First I opened all seacocks the let the water trapped in the ball cavity drain out.

Then following up on Peggie's comment I removed the suction hose to the toilet and dropped it in a jug of antifreeze and ran the toilet pump until pink stuff came out. Easy.

I also disconnected the discharge hose from the macerator pump and after elevating that hose, poured a quart or so to back flush the macerator with antifreeze. I realize that over time stuff in the holding tank could dilute that antifreeze, but I am hoping that fully pumping out the holding tank avoided that problem.

Next I considered someone's comment about any lift muffler getting enough antifreeze. So I started the genset and poured more antifreeze into the strainer and watched for pink stuff out the exhaust. It didn't take much, maybe a quart or so to get a good foamy pink out the exhaust.

The main engine was more difficult. I didn't want to restart the engine and do the same thing I did with the genset, so I disconnected the 1" hose to the exhaust mixer. It definitely had pink stuff in the hose so I was ok up to that point. Then I blew on the hose to get as much water out of the muffler as possible. I realize that your average boatyard guy wouldn't begin to do it this way, but I got 1-2 quarts out that way and it wasn't pink!! I ended up dumping almost another three gallons in that hose until I got a strong pink out. My thanks to the commenter for that tip. It may have saved the lift muffler.

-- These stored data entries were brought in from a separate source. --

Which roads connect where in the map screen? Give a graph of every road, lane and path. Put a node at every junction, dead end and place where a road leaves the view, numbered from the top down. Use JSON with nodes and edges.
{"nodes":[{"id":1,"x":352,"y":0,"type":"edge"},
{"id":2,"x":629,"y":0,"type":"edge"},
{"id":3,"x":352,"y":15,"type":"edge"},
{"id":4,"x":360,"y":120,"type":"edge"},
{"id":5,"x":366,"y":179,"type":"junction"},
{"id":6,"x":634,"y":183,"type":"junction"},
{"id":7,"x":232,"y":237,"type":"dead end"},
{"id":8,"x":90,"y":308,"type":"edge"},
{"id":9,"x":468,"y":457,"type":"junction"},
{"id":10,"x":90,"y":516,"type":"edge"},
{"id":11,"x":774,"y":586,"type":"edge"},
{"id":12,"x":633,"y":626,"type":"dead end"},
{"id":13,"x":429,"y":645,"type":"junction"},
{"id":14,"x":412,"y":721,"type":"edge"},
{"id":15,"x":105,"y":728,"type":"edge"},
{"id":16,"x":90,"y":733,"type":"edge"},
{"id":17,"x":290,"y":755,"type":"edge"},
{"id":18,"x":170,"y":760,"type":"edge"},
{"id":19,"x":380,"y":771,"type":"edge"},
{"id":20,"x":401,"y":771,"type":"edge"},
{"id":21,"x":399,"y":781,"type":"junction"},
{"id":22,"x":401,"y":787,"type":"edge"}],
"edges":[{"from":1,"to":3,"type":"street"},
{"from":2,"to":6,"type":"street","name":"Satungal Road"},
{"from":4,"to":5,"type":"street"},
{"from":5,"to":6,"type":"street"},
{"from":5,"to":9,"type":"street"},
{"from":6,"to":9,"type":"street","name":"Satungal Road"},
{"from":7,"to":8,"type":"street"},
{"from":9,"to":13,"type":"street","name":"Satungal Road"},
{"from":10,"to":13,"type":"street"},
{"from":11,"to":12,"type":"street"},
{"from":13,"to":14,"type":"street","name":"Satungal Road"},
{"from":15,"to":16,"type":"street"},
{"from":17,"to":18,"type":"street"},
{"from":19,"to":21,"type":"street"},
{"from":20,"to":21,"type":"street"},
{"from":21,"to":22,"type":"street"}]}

So to answer someone's question about taking care of the batteries: I have four batteries and disconnecting them and taking them home to the garage would be a PITA. I installed a 100 watt solar panel to keep the batteries up while sitting on our mooring and so far that has worked very well. I keep the two house and starting battery connected in parallel with the 1,2,off, all switch and the genset start battery stays charged through the echo charge feature of my Freedom inverter/charger. That system will keep all four batteries topped up throughout the winter, even with the translucent shrink wrap over the panel. I will go back after the shrink wrap is done and confirm that.

So with my second round I am up to about 5 hours for the whole job. Maybe I can do it for 3 hours next year as I know more about what to do and do it once.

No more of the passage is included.